Femia parte dalla banale constatazione che il sistema ambientale, considerato in sé e per sé, è una realtà fisica, fatta di spazio, energia e materia, e che quindi la descrizione più appropriata del funzionamento di tale sistema, considerato in sé e per sé, è in termini di stock e flussi di materia e di energia. A suon di misurare i progressi della nostra civiltà attraverso gli andamenti del (solo) Pil, tendiamo troppo spesso a dimenticarci del fatto che quello economico altro non è che un processo di trasformazione di materia ed energia preesistenti nell’ambiente naturale: trasformazione che va a innestarsi in maniera non necessariamente armonica nella circolazione naturale degli elementi.
In altre parole, sintetizza Femia, quel che «direttamente conta per il sistema ambientale è solo la dimensione fisica delle attività umane». Per avere concrete misure di quanto e come perseguiamo la sostenibilità ecologica del nostro benessere, sarebbe necessario esplicitare il nesso tra occupazione, reddito, tasse (etc.) e i relativi flussi di materia ed energia. Questo, e non è velleitario sottolinearlo, ad oggi in gran parte non avviene.

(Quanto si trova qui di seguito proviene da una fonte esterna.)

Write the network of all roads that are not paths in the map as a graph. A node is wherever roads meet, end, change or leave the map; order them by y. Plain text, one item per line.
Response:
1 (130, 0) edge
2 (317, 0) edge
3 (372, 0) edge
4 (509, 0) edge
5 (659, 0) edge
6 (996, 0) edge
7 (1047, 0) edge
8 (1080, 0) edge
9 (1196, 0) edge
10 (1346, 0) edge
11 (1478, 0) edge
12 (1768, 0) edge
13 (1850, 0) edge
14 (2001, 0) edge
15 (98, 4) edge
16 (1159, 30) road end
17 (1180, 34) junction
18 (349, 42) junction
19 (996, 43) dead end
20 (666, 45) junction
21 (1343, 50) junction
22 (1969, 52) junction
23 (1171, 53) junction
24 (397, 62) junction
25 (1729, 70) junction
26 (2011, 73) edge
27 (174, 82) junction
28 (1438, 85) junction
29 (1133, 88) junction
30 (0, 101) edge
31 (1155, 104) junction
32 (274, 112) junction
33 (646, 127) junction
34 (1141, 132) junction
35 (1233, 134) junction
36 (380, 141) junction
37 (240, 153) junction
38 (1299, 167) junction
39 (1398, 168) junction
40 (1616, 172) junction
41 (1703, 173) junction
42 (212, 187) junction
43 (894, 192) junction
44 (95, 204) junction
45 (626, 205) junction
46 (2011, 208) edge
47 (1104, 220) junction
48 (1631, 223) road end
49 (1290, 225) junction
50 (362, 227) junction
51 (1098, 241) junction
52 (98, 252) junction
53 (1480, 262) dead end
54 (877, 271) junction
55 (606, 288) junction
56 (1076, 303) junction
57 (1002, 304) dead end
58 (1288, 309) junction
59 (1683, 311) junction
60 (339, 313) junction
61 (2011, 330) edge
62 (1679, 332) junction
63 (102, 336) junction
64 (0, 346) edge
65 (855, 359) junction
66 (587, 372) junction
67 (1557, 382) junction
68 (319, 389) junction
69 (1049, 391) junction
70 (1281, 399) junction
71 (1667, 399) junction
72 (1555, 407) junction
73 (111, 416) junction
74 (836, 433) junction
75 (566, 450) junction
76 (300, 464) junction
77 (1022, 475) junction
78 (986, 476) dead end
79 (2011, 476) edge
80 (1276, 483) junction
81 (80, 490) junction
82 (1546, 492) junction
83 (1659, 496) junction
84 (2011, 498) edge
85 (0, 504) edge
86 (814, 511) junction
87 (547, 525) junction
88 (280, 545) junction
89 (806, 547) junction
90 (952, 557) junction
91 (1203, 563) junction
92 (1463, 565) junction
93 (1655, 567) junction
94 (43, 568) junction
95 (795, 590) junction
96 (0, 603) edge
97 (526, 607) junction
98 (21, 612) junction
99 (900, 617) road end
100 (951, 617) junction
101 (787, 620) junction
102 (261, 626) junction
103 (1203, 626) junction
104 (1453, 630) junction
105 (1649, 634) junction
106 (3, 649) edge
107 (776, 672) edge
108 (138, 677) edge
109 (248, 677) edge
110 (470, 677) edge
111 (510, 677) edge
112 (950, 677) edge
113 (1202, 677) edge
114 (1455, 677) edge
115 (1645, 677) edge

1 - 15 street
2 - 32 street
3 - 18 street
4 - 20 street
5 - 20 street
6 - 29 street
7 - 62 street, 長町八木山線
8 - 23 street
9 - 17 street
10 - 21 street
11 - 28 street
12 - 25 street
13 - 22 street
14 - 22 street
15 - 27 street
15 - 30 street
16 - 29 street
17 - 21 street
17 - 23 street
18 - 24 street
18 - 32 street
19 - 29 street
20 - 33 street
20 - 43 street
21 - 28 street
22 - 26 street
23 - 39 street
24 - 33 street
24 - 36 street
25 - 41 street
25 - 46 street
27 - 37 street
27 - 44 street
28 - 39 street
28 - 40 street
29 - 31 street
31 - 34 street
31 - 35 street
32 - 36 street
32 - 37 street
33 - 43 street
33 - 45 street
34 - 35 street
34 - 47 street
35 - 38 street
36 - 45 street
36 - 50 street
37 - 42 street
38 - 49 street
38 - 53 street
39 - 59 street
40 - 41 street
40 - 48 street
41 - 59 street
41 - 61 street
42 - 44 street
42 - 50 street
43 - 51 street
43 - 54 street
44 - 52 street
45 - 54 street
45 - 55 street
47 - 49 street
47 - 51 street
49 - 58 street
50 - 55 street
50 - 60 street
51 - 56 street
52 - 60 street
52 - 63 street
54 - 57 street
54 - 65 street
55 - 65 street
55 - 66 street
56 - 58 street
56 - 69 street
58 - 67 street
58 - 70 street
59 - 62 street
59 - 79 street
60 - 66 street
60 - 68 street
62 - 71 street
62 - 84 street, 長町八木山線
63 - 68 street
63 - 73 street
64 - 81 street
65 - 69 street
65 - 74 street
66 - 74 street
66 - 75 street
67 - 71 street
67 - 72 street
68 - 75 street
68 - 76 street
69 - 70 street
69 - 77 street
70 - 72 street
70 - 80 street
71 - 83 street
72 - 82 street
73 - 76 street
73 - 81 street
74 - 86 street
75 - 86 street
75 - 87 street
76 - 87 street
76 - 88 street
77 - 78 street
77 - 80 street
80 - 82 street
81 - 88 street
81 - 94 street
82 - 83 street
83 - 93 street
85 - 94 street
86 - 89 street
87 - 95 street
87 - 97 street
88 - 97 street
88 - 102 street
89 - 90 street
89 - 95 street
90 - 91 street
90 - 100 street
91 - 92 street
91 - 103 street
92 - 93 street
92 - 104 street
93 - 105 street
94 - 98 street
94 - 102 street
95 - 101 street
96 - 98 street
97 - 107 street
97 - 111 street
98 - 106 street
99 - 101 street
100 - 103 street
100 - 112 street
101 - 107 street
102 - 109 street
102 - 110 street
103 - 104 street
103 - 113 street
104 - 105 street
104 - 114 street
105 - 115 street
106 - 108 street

L’Istat in realtà, grazie al lavoro d’avanguardia portato avanti in primis da Femia, aggiorna periodicamente la contabilità dei flussi di materia italiani e occasionalmente sviluppa interessanti applicazioni descrittive e analitiche relative alla circolazione di materia ed energia nel nostro sistema economico (studiando ad esempio il ruolo delle delocalizzazioni nelle nostre performance ambientali). Difficilmente purtroppo questa conoscenza varca i confini del dibattito pubblico – per non dire della programmazione economica e politica.
Eppure l’uso efficiente delle risorse è obiettivo comune alle imprese – almeno prese singolarmente – e alla cosa pubblica. «Qualsiasi approccio all’ambiente che abbia pretese normative – spiega Femia a greenreport – non può esimersi dal considerare anche il punto di vista economico. Questo punto di vista però non è univoco, come non è univoco il significato di espressioni come “attribuire un ‘valore economico’ all’ambiente e alle risorse della natura”. L’analisi dei flussi di materia ed energia può consentire una valutazione dell’efficienza dell’economia più completa di quella usuale, e contribuire ad una misurazione del benessere più appropriata dal punto di vista della sostenibilità ecologica».
«Se si vuole valutare un prodotto o un’attività in relazione alla loro “sostenibilità” non è sufficiente – argomenta Femia – sapere ad esempio quanto inquina un prodotto materiale quando viene usato e quanto si inquina per produrlo, ma serve sapere anche: quanto si inquina per produrre quel che serve a produrlo e quanto inquina quando lo si getta via e diventa rifiuto. Inoltre, occorre anche mettere in relazione tutto ciò ai servizi che il prodotto può fornire nell’arco della sua vita utile». Andando al di là delle tanto comuni operazioni di retorica, la base di conoscenza per costruire un’economia circolare sta tutta qui.